● WHAT IS EXPECTED
Please show every line from the entries that carries the word "Nodes".

● INPUT DATA

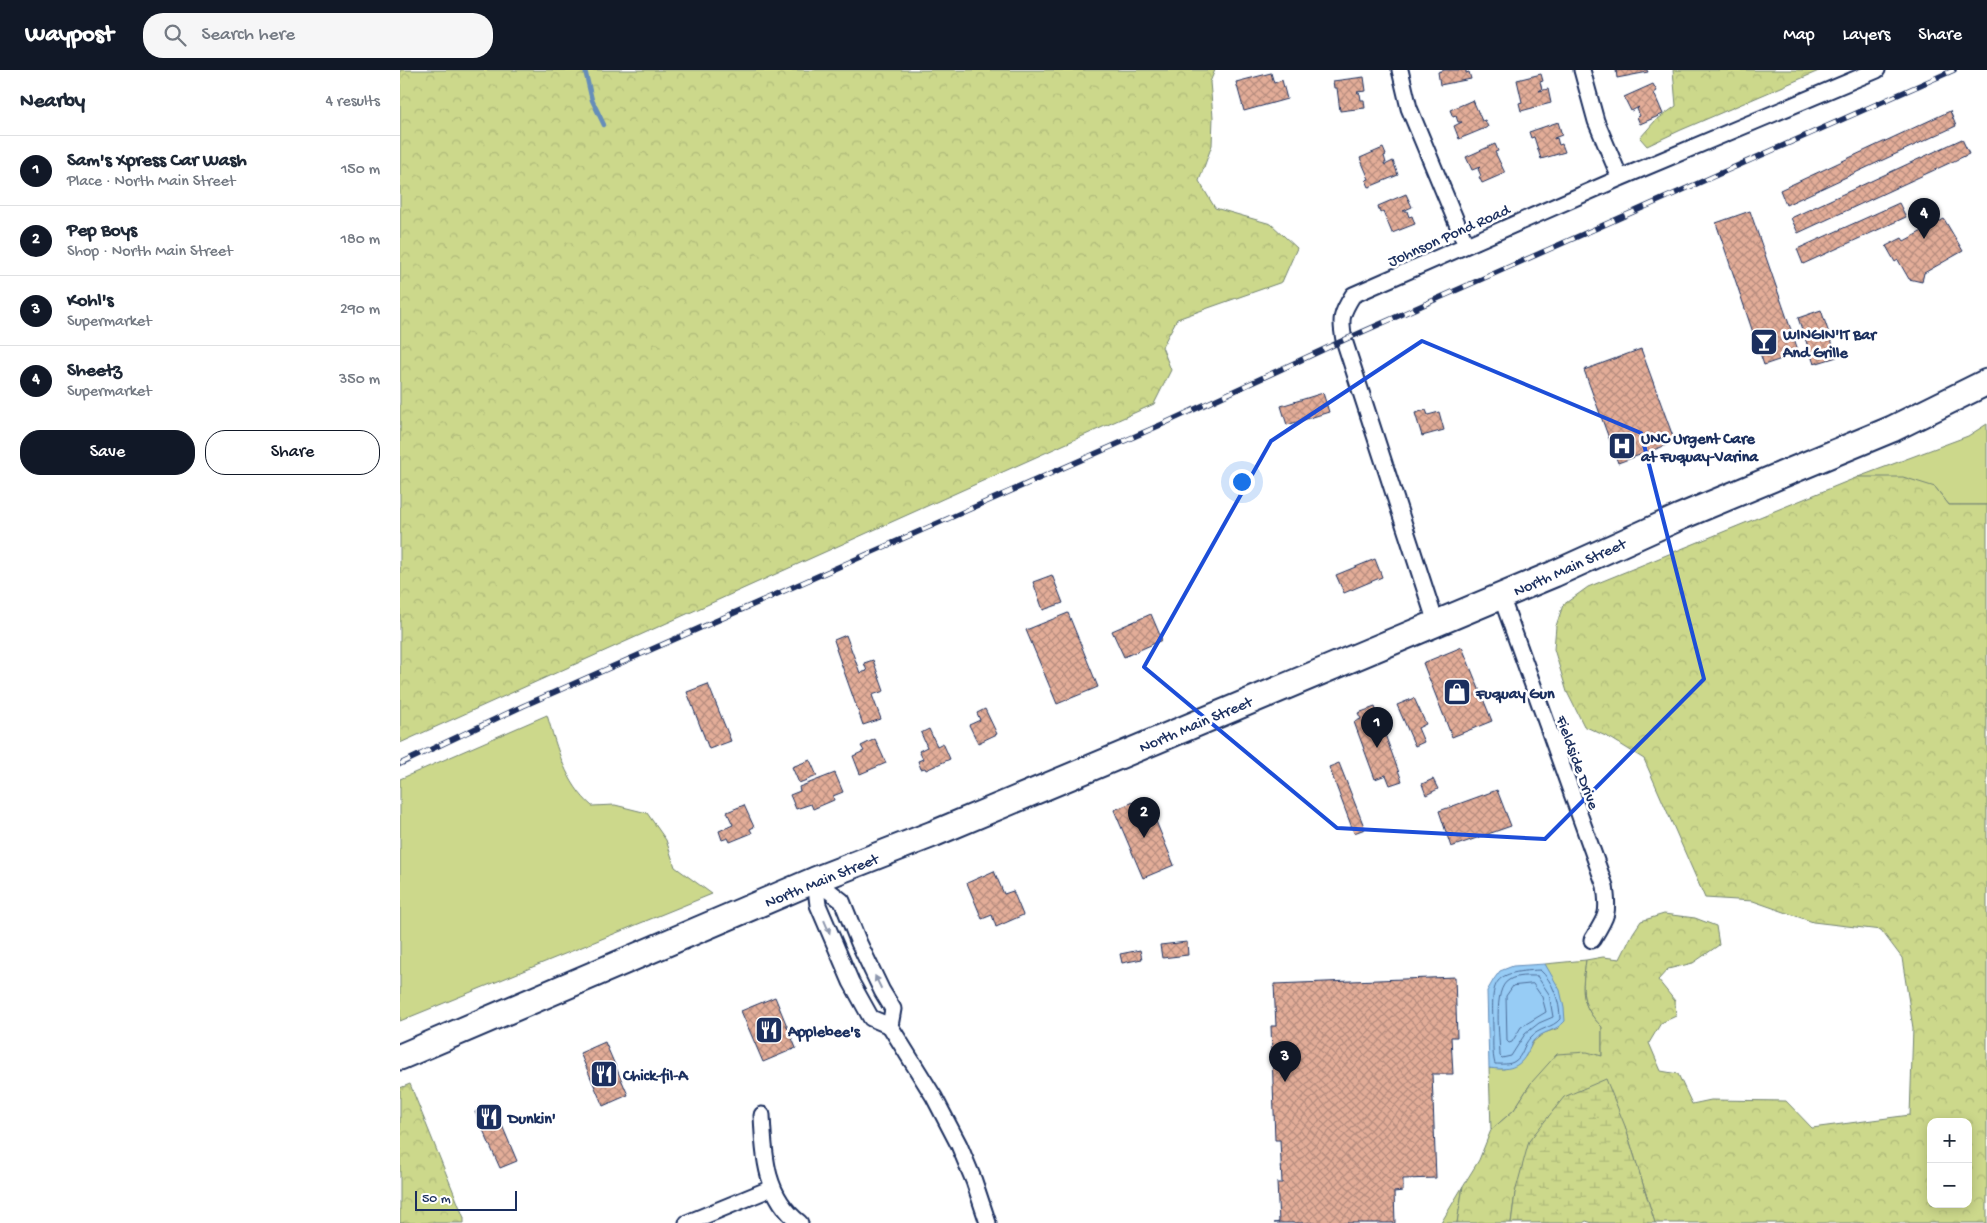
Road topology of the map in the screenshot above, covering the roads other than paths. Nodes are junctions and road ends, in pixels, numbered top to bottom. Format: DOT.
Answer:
graph roads {
  1 [pos="1400,70"];
  2 [pos="1582,70"];
  3 [pos="1877,70"];
  4 [pos="1620,178"];
  5 [pos="1466,245"];
  6 [pos="1987,382"];
  7 [pos="1501,596"];
  8 [pos="1436,624"];
  9 [pos="815,880"];
  10 [pos="1592,940"];
  11 [pos="890,1026"];
  12 [pos="400,1056"];
  13 [pos="762,1115"];
  14 [pos="772,1188"];
  15 [pos="687,1223"];
  16 [pos="800,1223"];
  17 [pos="988,1223"];
  1 -- 5 [label="street"];
  2 -- 4 [label="street"];
  3 -- 4 [label="street, Johnson Pond Road"];
  4 -- 5 [label="street, Johnson Pond Road"];
  5 -- 8 [label="street, Johnson Pond Road"];
  6 -- 7 [label="highway, North Main Street"];
  7 -- 8 [label="highway, North Main Street"];
  7 -- 10 [label="street, Fieldside Drive"];
  8 -- 9 [label="highway, North Main Street"];
  9 -- 11 [label="street, one-way"];
  11 -- 9 [label="street, one-way"];
  9 -- 12 [label="highway, North Main Street"];
  11 -- 17 [label="street"];
  13 -- 14 [label="street"];
  14 -- 15 [label="street"];
  14 -- 16 [label="street"];
}
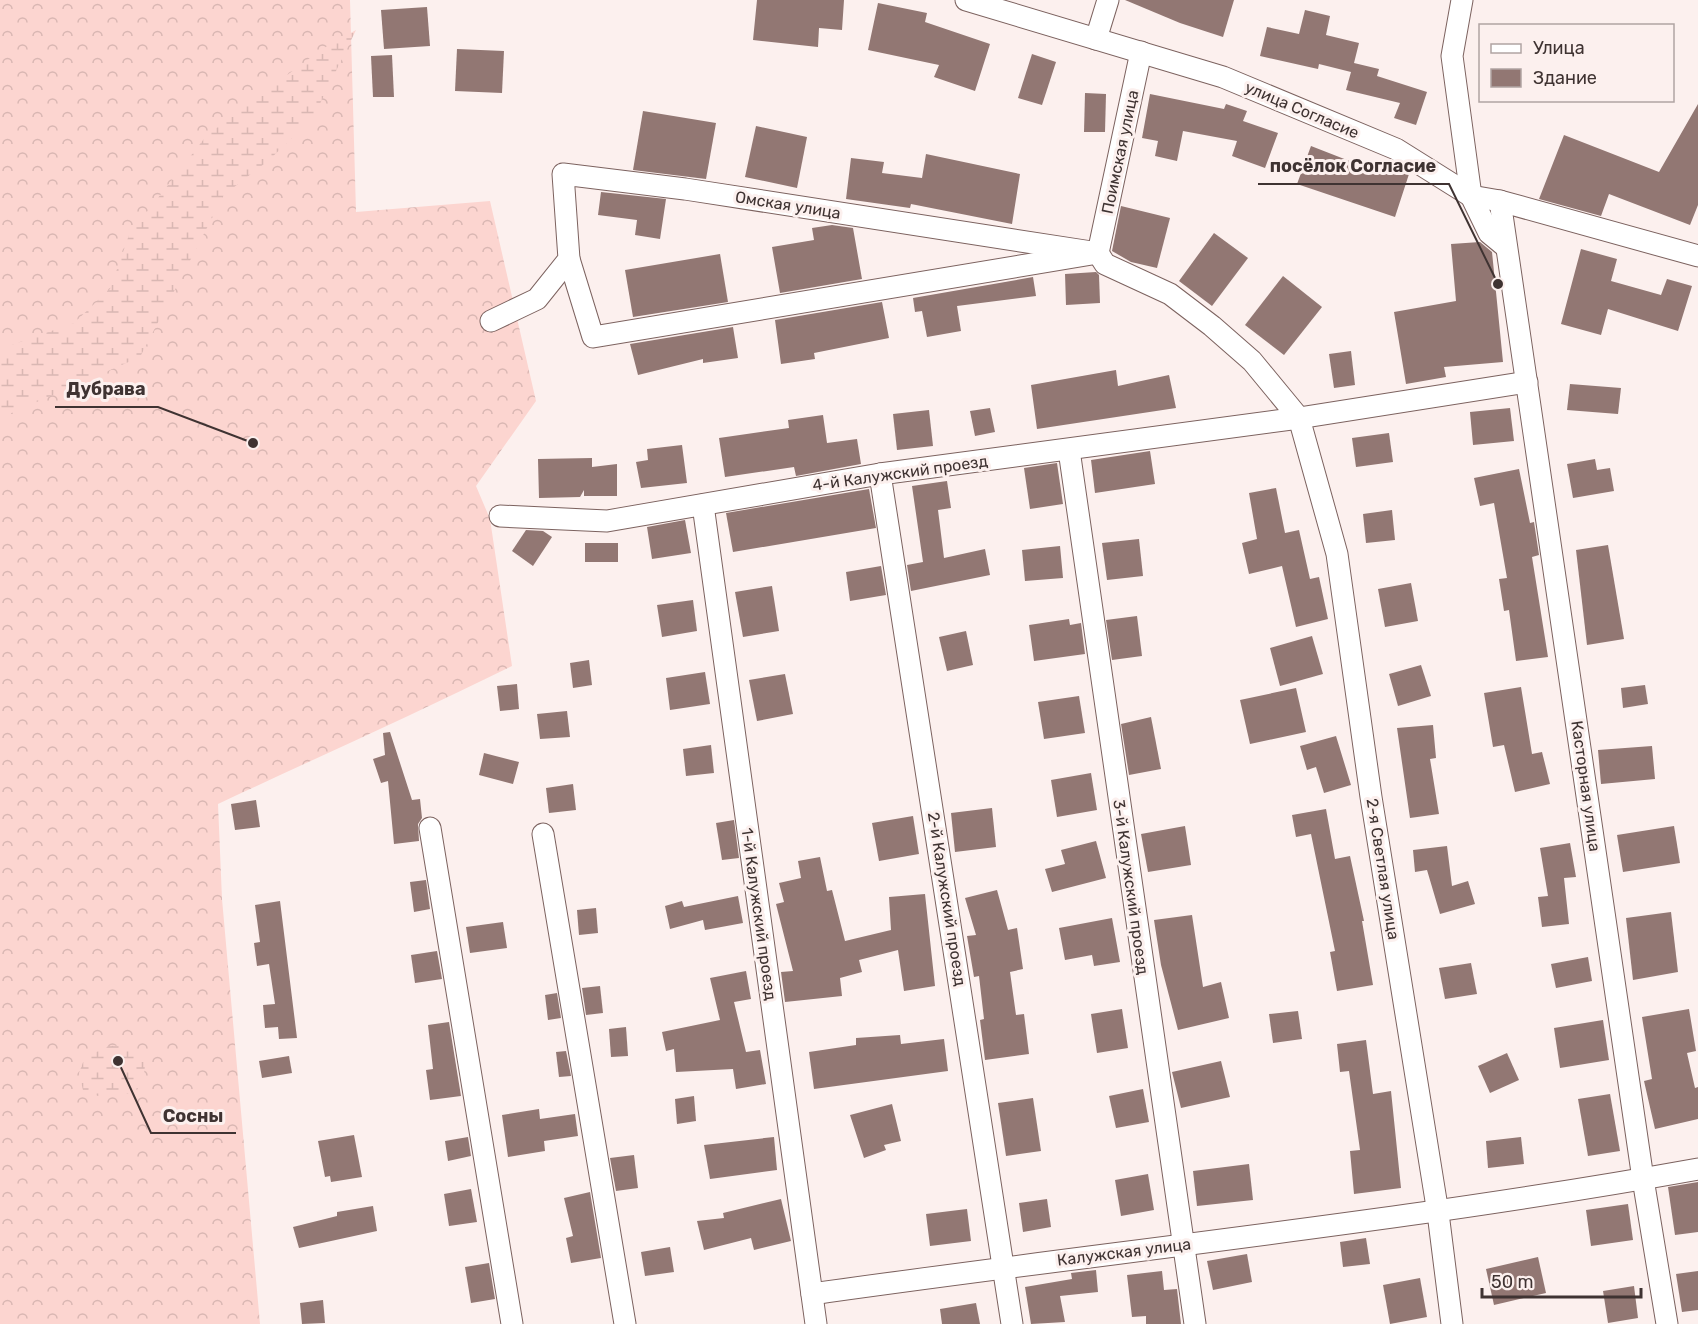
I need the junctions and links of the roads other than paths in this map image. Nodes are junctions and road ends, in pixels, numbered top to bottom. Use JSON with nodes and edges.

● OUTPUT FOR THIS EXERCISE
Road topology of the map in the screenshot above, covering the roads other than paths. Nodes are junctions and road ends, in pixels, numbered top to bottom. Format: DOT.
I need the junctions and links of the roads other than paths in this map image. Nodes are junctions and road ends, in pixels, numbered top to bottom. Use JSON with nodes and edges.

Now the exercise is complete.